- British release poster
- Directed by: Oliver Parker
- Screenplay by: Hamish McColl
- Story by: William Davies
- Based on: Johnny English by Neal Purvis; & Robert Wade; and William Davies;
- Produced by: Tim Bevan; Eric Fellner; Chris Clark;
- Starring: Rowan Atkinson; Gillian Anderson; Dominic West; Rosamund Pike; Daniel Kaluuya; Richard Schiff;
- Cinematography: Danny Cohen
- Edited by: Guy Bensley
- Music by: Ilan Eshkeri
- Production companies: StudioCanal; Relativity Media; Working Title Films;
- Distributed by: Universal Pictures
- Release dates: 7 October 2011 (UK); 21 October 2011 (US);
- Running time: 102 minutes
- Countries: United Kingdom; France; United States;
- Language: English
- Budget: $45 million
- Box office: $160.1 million

= Johnny English Reborn =

2011 film by Oliver Parker

Johnny English Reborn is a 2011 spy action comedy film directed by Oliver Parker and written by Hamish McColl from a story by William Davies. A sequel to Johnny English (2003) and the second instalment in the Johnny English series, it is a British-French-American venture produced by StudioCanal, Relativity Media and Working Title Films, and distributed by Universal Pictures. The film stars Rowan Atkinson (reprising his role as the title character) alongside Gillian Anderson, Dominic West, Rosamund Pike, Daniel Kaluuya and Richard Schiff as new characters.

Much like its predecessor, the film parodies the James Bond film series and clichés of the spy genre and marks Atkinson and Tim McInnerny's second collaboration after the series Blackadder. Johnny English Reborn was met with mixed reviews but has grossed a total of $160 million worldwide.
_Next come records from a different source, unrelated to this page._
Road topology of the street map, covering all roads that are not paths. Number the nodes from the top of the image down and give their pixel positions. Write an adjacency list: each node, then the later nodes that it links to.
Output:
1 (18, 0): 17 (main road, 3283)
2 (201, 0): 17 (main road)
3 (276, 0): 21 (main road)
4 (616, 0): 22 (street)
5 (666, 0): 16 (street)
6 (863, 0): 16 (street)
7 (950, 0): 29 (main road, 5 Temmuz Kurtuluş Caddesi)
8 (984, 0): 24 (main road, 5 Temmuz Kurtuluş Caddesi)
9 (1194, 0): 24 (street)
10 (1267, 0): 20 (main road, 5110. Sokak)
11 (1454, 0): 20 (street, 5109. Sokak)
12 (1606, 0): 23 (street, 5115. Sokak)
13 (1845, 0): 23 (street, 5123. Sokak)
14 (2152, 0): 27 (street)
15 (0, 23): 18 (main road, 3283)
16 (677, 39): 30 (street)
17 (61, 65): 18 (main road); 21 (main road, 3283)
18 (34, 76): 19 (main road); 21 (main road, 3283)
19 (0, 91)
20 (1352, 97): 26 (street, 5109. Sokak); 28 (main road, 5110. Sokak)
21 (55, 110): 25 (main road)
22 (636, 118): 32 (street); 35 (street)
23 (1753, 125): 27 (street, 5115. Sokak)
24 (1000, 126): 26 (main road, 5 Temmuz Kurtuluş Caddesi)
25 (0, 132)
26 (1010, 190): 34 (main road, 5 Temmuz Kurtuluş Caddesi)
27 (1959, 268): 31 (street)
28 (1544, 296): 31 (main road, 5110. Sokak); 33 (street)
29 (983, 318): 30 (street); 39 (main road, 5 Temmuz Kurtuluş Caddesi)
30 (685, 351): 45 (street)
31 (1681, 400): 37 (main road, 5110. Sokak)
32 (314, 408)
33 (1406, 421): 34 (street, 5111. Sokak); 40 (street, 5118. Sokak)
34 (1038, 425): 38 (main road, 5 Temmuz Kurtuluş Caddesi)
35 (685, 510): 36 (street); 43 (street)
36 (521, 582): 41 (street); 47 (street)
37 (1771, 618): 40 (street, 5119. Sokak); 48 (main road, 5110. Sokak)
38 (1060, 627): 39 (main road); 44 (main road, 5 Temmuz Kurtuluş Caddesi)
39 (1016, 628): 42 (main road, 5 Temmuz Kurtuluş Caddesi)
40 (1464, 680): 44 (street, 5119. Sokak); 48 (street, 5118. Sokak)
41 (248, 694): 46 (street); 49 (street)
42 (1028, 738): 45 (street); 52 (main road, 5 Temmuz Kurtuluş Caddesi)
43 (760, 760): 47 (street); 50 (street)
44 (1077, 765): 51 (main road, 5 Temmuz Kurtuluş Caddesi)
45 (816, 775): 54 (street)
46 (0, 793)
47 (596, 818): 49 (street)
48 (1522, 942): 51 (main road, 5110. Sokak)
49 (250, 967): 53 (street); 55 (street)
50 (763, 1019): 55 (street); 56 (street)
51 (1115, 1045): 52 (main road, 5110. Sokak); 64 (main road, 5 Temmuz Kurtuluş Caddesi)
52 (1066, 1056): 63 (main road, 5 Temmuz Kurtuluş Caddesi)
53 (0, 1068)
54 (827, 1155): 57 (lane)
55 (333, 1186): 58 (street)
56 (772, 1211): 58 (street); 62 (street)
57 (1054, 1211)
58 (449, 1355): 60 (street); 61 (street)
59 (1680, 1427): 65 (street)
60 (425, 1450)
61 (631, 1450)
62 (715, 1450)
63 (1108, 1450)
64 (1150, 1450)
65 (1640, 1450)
The film was released in the United Kingdom on 7 October 2011, and topped the country's box office. It was later released in North America on 21 October 2011. A sequel to the film, Johnny English Strikes Again, was released in October 2018.

==Plot==
Eight years after the first film, Johnny English has been training at a monastery in Tibet to recover from the shame of a failed mission to protect the newly elected president of Mozambique, which cost him his knighthood. English is called back into service by Pamela "Pegasus" Thornton, (Note: It is strongly implied that she became the new head of MI7 due to the downfall of her predecessor, the first Pegasus (played by Tim Pigott-Smith), who is said to have fallen from grace for allegedly collaborating (even if indirectly) with Pascal Sauvage (played by John Malkovich), the main antagonist of the first film, to overthrow Queen Elizabeth II.) MI7’s new director, to investigate an assassination plot of the Chinese premier during talks with the prime minister of the United Kingdom. He meets fellow agent Simon Ambrose, MI7's quartermaster Patch Quartermain, and junior agent Colin Tucker, his assigned assistant.

In Hong Kong, English finds former CIA agent Titus Fisher, who explains that he is a member of Vortex, the group responsible for sabotaging the Mozambique mission. Vortex holds a secret weapon unlocked by three keys, held by himself and two others. Fisher is killed by an elderly female assassin disguised as a cleaner, and an accomplice steals his key. English recovers the key, but it is stolen back by a second accomplice, disguised as a flight attendant, en route to London. He is humiliated in a meeting with the Foreign Secretary and Pegasus when he attempts to present the key and conspiracy. He compounds his disgrace by attacking Pegasus's mother at a children's party, mistaking her for the Killer Cleaner.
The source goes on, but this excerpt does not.